(Saved entries)
..............................

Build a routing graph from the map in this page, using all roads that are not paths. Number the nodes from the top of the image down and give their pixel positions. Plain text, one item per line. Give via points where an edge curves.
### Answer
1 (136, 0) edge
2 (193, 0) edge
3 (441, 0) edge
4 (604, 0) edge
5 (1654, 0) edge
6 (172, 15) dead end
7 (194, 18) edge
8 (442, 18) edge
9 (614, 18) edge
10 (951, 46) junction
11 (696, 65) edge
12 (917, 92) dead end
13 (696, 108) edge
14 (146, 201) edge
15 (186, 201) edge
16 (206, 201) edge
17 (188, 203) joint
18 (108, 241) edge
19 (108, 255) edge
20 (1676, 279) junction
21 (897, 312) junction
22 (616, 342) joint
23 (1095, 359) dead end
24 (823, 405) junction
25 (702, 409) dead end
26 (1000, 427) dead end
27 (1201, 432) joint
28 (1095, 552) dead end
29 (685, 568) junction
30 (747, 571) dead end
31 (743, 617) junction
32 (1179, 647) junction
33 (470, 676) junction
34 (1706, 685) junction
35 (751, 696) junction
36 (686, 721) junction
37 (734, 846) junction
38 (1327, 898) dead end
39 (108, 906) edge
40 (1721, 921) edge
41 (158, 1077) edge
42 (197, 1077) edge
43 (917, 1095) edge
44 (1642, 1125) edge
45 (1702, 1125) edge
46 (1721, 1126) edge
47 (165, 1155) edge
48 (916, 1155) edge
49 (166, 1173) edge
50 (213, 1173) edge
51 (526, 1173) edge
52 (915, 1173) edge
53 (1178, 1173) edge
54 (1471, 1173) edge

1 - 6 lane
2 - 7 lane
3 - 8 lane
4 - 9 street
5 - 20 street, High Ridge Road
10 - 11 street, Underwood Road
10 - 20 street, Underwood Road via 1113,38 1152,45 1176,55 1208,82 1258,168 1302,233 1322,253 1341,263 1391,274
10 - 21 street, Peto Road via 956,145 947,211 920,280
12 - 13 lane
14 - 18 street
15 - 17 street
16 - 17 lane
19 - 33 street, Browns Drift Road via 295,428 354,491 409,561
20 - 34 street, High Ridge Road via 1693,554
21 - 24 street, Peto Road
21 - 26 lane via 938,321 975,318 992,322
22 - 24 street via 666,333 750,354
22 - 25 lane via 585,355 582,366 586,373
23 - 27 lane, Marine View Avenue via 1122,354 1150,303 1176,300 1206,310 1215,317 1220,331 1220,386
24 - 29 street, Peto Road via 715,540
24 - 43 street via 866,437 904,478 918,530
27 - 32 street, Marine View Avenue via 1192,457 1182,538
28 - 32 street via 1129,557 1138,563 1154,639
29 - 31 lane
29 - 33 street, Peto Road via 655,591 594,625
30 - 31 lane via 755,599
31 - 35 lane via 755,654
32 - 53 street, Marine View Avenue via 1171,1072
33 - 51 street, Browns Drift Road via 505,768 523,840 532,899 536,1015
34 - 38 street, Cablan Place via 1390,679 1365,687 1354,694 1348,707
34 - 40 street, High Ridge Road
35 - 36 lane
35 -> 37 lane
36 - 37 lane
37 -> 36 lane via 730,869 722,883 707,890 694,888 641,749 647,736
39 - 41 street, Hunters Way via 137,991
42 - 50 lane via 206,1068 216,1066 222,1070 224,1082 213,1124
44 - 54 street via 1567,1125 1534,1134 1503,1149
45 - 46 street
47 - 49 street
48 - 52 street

..............................

### TASK ITEM
For each line in the entries that holds "Browns", return that line.

### WRITTEN ANSWER
19 - 33 street, Browns Drift Road via 295,428 354,491 409,561
33 - 51 street, Browns Drift Road via 505,768 523,840 532,899 536,1015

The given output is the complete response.